# EXTRACTED INFORMATION
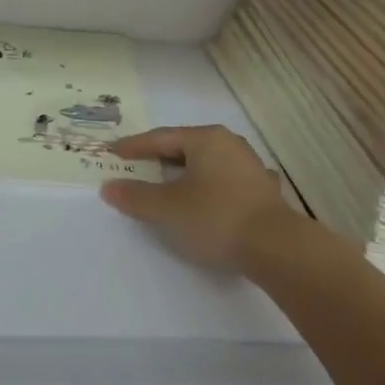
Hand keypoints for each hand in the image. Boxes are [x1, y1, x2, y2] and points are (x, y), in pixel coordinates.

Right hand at [99, 125, 294, 272]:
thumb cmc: (215, 217)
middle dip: (159, 159)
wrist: (276, 247)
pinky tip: (204, 199)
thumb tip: (109, 187)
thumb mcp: (167, 208)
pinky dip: (206, 189)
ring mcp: (250, 167)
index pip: (161, 138)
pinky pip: (224, 183)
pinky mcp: (262, 191)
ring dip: (184, 174)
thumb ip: (136, 196)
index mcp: (206, 139)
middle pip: (185, 148)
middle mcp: (230, 144)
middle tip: (135, 167)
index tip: (113, 153)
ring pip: (206, 165)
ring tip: (166, 185)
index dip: (134, 146)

# WHAT THIS TASK INVOLVES
In the listing above, find the line with "thumb cmc: (215, 217)" and the line with "ring pip: (206, 165)"; set down exactly those two lines and every line between them, nothing more.

# SOLVED PROBLEM
thumb cmc: (215, 217)
middle dip: (159, 159)
wrist: (276, 247)
pinky tip: (204, 199)
thumb tip: (109, 187)
thumb mcp: (167, 208)
pinky dip: (206, 189)
ring mcp: (250, 167)
index pip: (161, 138)
pinky pip: (224, 183)
pinky mcp: (262, 191)
ring dip: (184, 174)
thumb ip: (136, 196)
index mcp: (206, 139)
middle pip: (185, 148)
middle mcp: (230, 144)
middle tip: (135, 167)
index tip: (113, 153)
ring pip: (206, 165)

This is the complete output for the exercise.